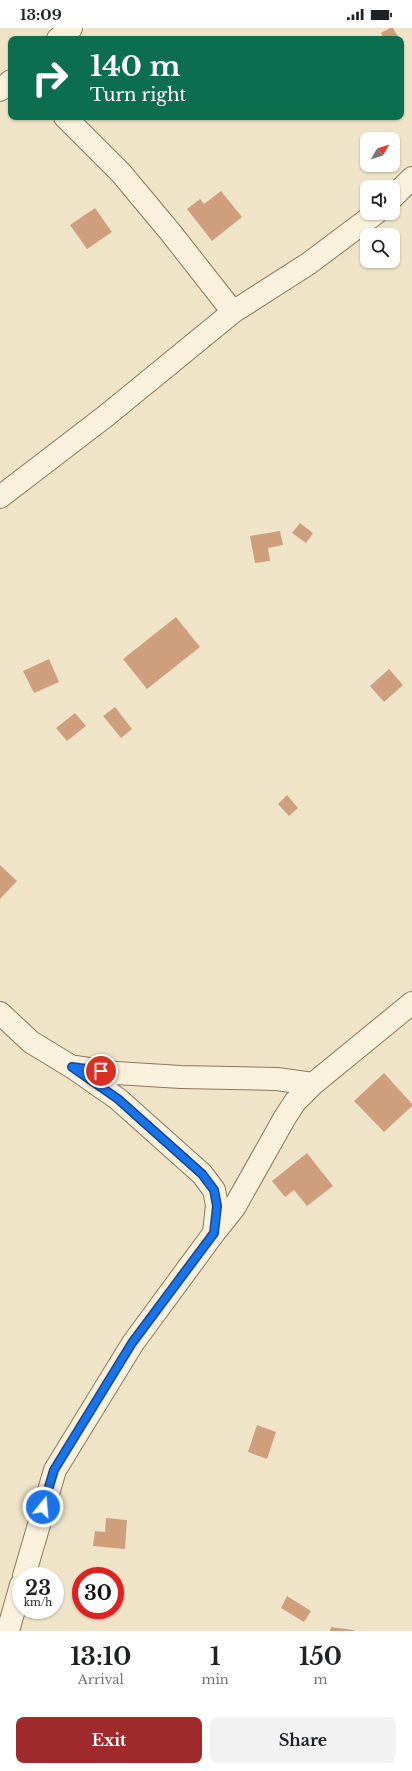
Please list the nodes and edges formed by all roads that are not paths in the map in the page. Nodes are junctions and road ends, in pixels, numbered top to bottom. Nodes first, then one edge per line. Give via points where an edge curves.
1 (71, 28) edge
2 (62, 36) edge
3 (68, 120) edge
4 (412, 178) edge
5 (400, 190) edge
6 (367, 220) edge
7 (233, 312) junction
8 (0, 497) edge
9 (412, 1003) edge
10 (0, 1013) edge
11 (72, 1067) junction
12 (313, 1084) junction
13 (214, 1233) junction
14 (27, 1567) edge
15 (12, 1617) edge
16 (8, 1631) edge

1 - 2 street
3 - 7 street via 121,173
4 - 5 street
6 - 7 street via 308,264
7 - 8 street via 107,415
9 - 12 street
10 - 11 street via 31,1042
11 - 12 street via 116,1073 277,1079
11 - 13 street via 118,1099 202,1174 214,1190 217,1206
12 - 13 street via 287,1113 234,1208
13 - 14 street via 132,1343 54,1470
15 - 16 street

*ABOUT THIS EXERCISE*. What you return should match the material word for word, apart from the pictures.

*ANSWER BOX*.
Please list the nodes and edges formed by all roads that are not paths in the map in the page. Nodes are junctions and road ends, in pixels, numbered top to bottom. Nodes first, then one edge per line. Give via points where an edge curves.
1 (71, 28) edge
2 (62, 36) edge
3 (68, 120) edge
4 (412, 178) edge
5 (400, 190) edge
6 (367, 220) edge
7 (233, 312) junction
8 (0, 497) edge
9 (412, 1003) edge
10 (0, 1013) edge
11 (72, 1067) junction
12 (313, 1084) junction
13 (214, 1233) junction
14 (27, 1567) edge
15 (12, 1617) edge
16 (8, 1631) edge

1 - 2 street
3 - 7 street via 121,173
4 - 5 street
6 - 7 street via 308,264
7 - 8 street via 107,415
9 - 12 street
10 - 11 street via 31,1042
11 - 12 street via 116,1073 277,1079
11 - 13 street via 118,1099 202,1174 214,1190 217,1206
12 - 13 street via 287,1113 234,1208
13 - 14 street via 132,1343 54,1470
15 - 16 street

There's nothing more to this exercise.